▶ _RECORDS FOR THE EXERCISE_:

== == ==

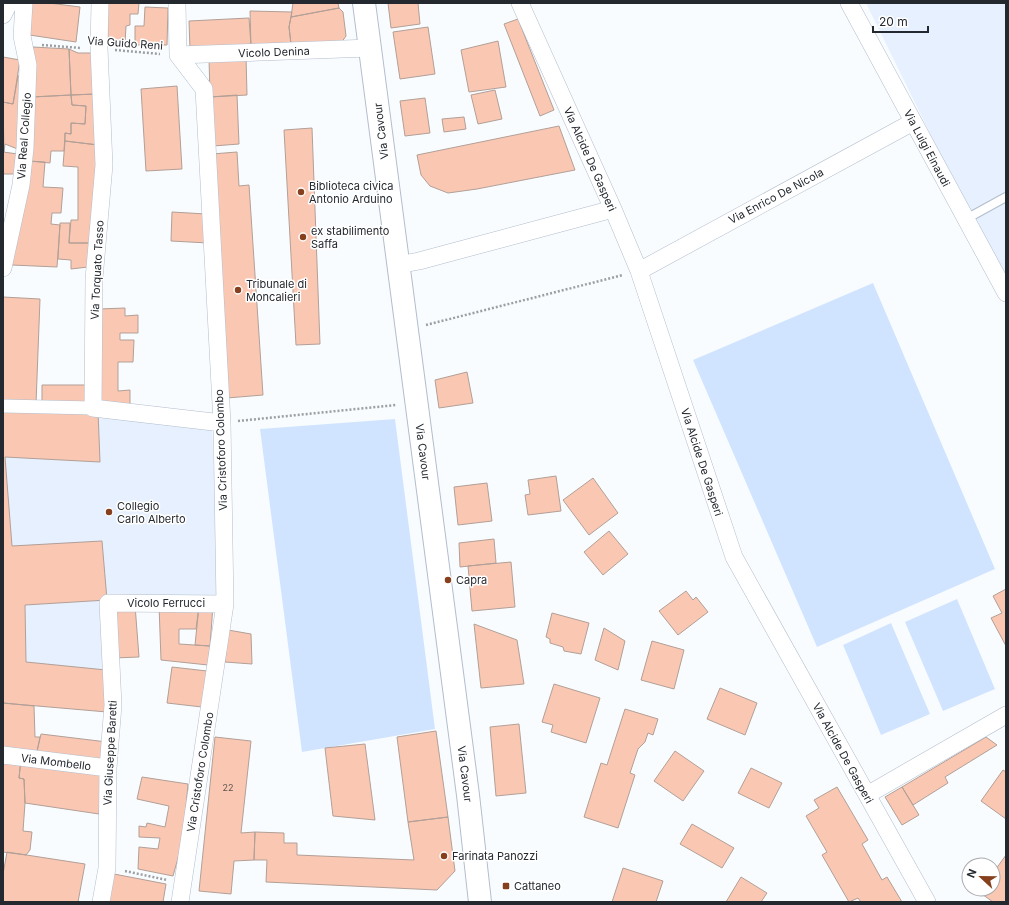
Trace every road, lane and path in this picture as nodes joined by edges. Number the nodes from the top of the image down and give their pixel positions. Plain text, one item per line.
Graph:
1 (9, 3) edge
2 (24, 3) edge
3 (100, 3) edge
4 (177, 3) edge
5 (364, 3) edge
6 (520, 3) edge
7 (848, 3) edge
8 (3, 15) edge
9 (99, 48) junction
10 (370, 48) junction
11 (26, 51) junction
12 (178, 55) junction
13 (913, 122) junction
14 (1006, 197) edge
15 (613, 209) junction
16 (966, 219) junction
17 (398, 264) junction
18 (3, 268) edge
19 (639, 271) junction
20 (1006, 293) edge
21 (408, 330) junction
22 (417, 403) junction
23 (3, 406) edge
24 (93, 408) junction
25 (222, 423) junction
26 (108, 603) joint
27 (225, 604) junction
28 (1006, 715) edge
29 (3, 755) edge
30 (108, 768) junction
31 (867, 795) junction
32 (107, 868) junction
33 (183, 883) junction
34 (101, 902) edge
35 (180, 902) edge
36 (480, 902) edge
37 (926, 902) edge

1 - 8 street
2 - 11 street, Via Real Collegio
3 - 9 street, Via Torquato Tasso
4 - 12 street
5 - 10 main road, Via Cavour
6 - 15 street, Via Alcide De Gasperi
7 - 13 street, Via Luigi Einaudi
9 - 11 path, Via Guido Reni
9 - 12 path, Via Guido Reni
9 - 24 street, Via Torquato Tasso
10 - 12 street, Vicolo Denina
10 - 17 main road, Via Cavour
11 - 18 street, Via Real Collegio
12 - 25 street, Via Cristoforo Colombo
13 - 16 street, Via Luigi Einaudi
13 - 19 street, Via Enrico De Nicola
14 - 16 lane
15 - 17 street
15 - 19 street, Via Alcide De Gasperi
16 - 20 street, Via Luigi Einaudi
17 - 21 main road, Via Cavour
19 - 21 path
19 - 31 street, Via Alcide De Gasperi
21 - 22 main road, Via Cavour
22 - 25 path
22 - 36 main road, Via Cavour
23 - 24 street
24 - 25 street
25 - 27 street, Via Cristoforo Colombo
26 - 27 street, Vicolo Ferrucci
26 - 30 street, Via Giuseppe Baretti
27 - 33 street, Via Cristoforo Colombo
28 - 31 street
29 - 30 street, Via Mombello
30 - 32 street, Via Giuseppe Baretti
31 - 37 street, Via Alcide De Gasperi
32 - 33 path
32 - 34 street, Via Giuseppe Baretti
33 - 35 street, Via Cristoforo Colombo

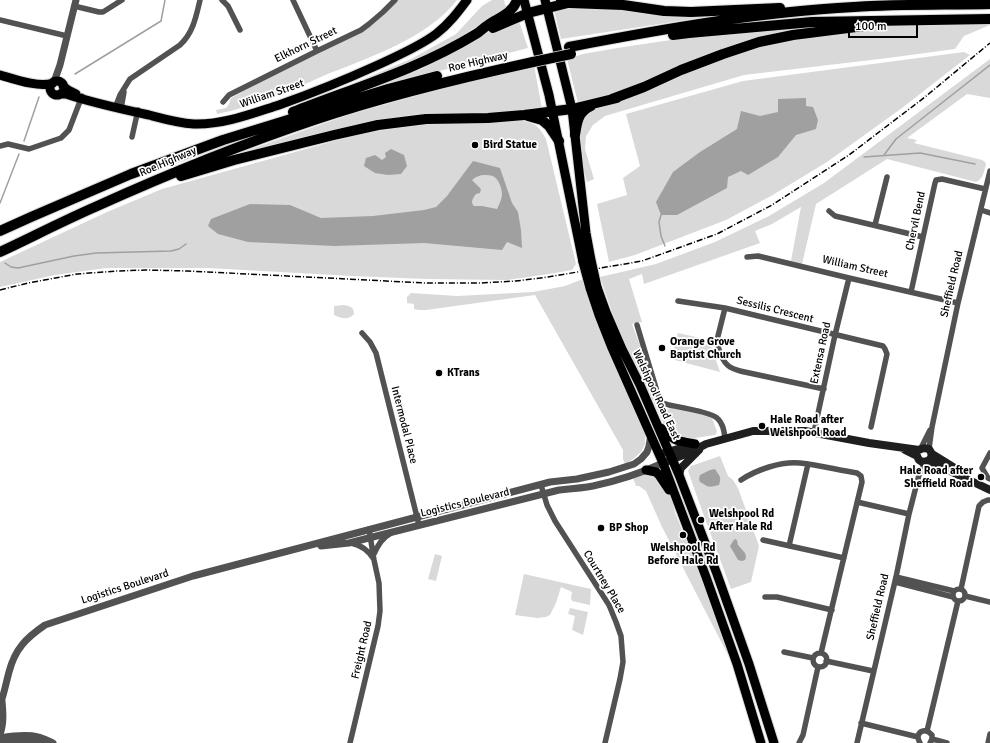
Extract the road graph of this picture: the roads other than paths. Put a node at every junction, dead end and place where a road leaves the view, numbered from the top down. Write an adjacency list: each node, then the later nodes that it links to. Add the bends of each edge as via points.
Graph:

== == ==

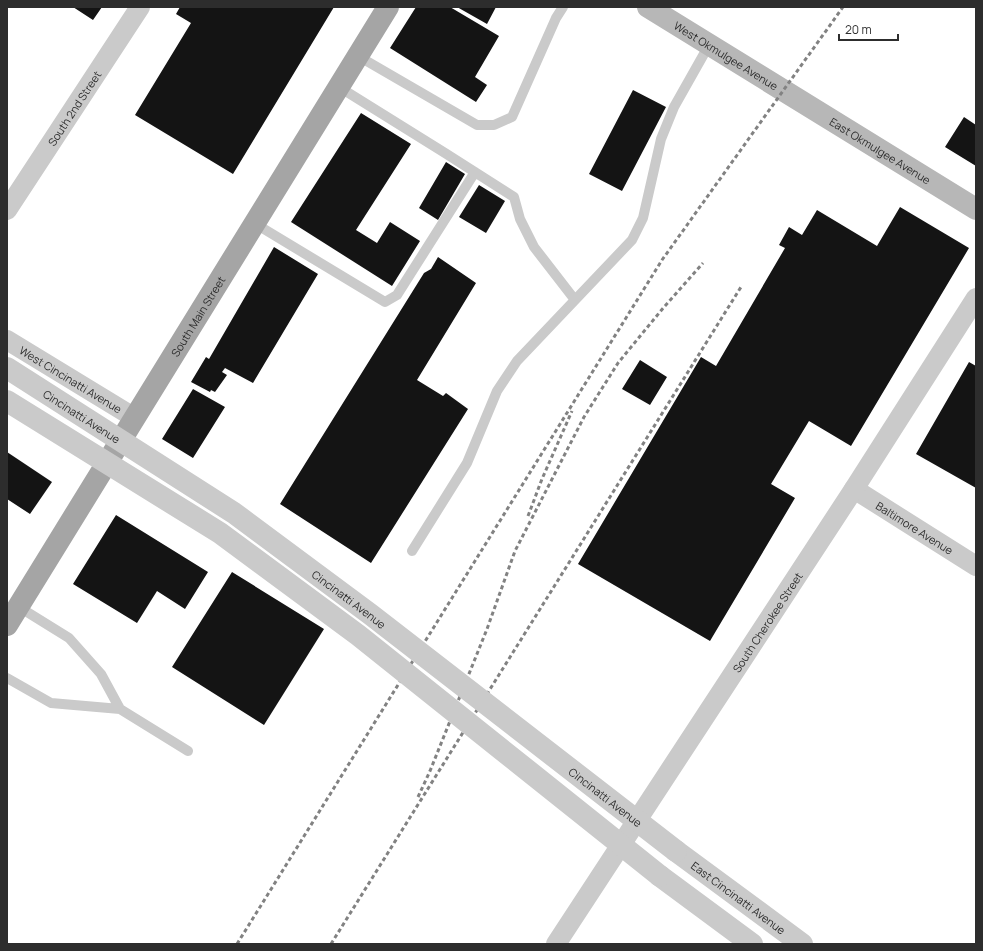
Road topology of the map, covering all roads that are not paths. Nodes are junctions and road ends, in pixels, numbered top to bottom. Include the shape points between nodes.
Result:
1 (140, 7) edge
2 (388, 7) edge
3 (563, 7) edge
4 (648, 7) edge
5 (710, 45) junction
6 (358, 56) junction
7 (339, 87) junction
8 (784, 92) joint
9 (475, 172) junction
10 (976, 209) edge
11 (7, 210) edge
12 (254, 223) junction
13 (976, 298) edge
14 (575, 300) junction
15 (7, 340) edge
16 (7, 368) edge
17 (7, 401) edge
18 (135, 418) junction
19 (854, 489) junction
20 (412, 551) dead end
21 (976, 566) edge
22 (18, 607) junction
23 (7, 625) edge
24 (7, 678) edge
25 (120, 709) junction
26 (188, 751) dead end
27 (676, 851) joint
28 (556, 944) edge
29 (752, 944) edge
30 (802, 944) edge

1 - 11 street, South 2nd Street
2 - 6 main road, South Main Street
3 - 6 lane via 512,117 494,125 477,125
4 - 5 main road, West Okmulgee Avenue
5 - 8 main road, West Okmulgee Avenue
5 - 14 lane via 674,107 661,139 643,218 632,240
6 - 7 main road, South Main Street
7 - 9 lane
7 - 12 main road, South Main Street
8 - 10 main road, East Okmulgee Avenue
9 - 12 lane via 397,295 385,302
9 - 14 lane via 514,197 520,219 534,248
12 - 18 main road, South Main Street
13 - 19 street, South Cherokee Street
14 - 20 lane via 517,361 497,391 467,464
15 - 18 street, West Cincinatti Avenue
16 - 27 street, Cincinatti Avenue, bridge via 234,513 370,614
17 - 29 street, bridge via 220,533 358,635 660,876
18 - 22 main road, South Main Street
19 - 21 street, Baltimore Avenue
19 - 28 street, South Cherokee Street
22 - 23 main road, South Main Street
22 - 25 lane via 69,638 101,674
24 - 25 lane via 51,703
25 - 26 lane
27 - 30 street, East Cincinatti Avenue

== == ==

▶ _ASSIGNED TASK_:
How many lines in these entries hold the string "down"? Answer with the number alone.

▶ _SOLUTION TO THIS EXERCISE_:
2